> _Assignment_
A faithful copy of the data, pictures omitted, is the required answer.

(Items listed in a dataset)
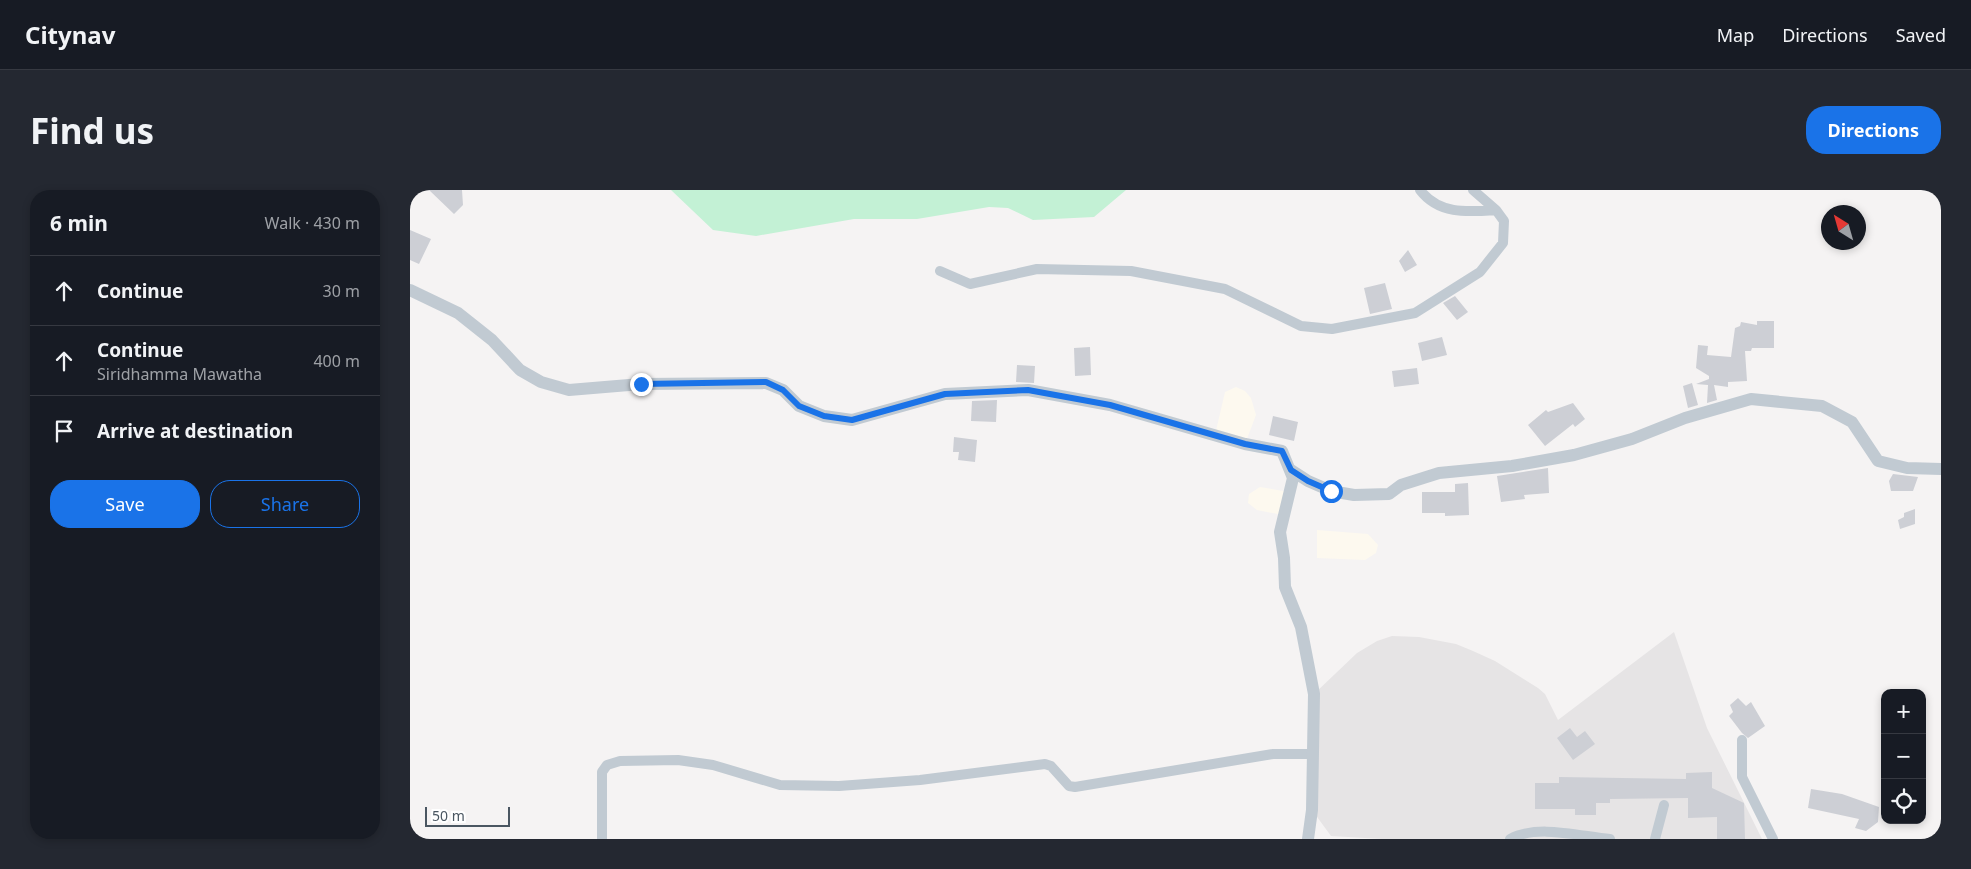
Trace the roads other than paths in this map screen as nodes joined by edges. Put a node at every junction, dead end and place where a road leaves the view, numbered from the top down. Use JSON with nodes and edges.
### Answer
{"nodes":[{"id":1,"x":1420,"y":190,"type":"edge"},
{"id":2,"x":1473,"y":190,"type":"edge"},
{"id":3,"x":1496,"y":210,"type":"junction"},
{"id":4,"x":940,"y":271,"type":"dead end"},
{"id":5,"x":410,"y":290,"type":"edge"},
{"id":6,"x":1941,"y":469,"type":"edge"},
{"id":7,"x":1291,"y":470,"type":"junction"},
{"id":8,"x":1742,"y":740,"type":"dead end"},
{"id":9,"x":1313,"y":754,"type":"junction"},
{"id":10,"x":1664,"y":805,"type":"dead end"},
{"id":11,"x":602,"y":839,"type":"edge"},
{"id":12,"x":1308,"y":839,"type":"edge"},
{"id":13,"x":1510,"y":839,"type":"edge"},
{"id":14,"x":1610,"y":839,"type":"edge"},
{"id":15,"x":1655,"y":839,"type":"edge"},
{"id":16,"x":1773,"y":839,"type":"edge"}],
"edges":[{"from":1,"to":3,"type":"street"},
{"from":2,"to":3,"type":"street"},
{"from":3,"to":4,"type":"street"},
{"from":5,"to":7,"type":"street"},
{"from":6,"to":7,"type":"street"},
{"from":7,"to":9,"type":"street"},
{"from":8,"to":16,"type":"street"},
{"from":9,"to":11,"type":"street"},
{"from":9,"to":12,"type":"street"},
{"from":10,"to":15,"type":"street"},
{"from":13,"to":14,"type":"street"}]}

> _Task answer_
Trace the roads other than paths in this map screen as nodes joined by edges. Put a node at every junction, dead end and place where a road leaves the view, numbered from the top down. Use JSON with nodes and edges.
### Answer
{"nodes":[{"id":1,"x":1420,"y":190,"type":"edge"},
{"id":2,"x":1473,"y":190,"type":"edge"},
{"id":3,"x":1496,"y":210,"type":"junction"},
{"id":4,"x":940,"y":271,"type":"dead end"},
{"id":5,"x":410,"y":290,"type":"edge"},
{"id":6,"x":1941,"y":469,"type":"edge"},
{"id":7,"x":1291,"y":470,"type":"junction"},
{"id":8,"x":1742,"y":740,"type":"dead end"},
{"id":9,"x":1313,"y":754,"type":"junction"},
{"id":10,"x":1664,"y":805,"type":"dead end"},
{"id":11,"x":602,"y":839,"type":"edge"},
{"id":12,"x":1308,"y":839,"type":"edge"},
{"id":13,"x":1510,"y":839,"type":"edge"},
{"id":14,"x":1610,"y":839,"type":"edge"},
{"id":15,"x":1655,"y":839,"type":"edge"},
{"id":16,"x":1773,"y":839,"type":"edge"}],
"edges":[{"from":1,"to":3,"type":"street"},
{"from":2,"to":3,"type":"street"},
{"from":3,"to":4,"type":"street"},
{"from":5,"to":7,"type":"street"},
{"from":6,"to":7,"type":"street"},
{"from":7,"to":9,"type":"street"},
{"from":8,"to":16,"type":"street"},
{"from":9,"to":11,"type":"street"},
{"from":9,"to":12,"type":"street"},
{"from":10,"to":15,"type":"street"},
{"from":13,"to":14,"type":"street"}]}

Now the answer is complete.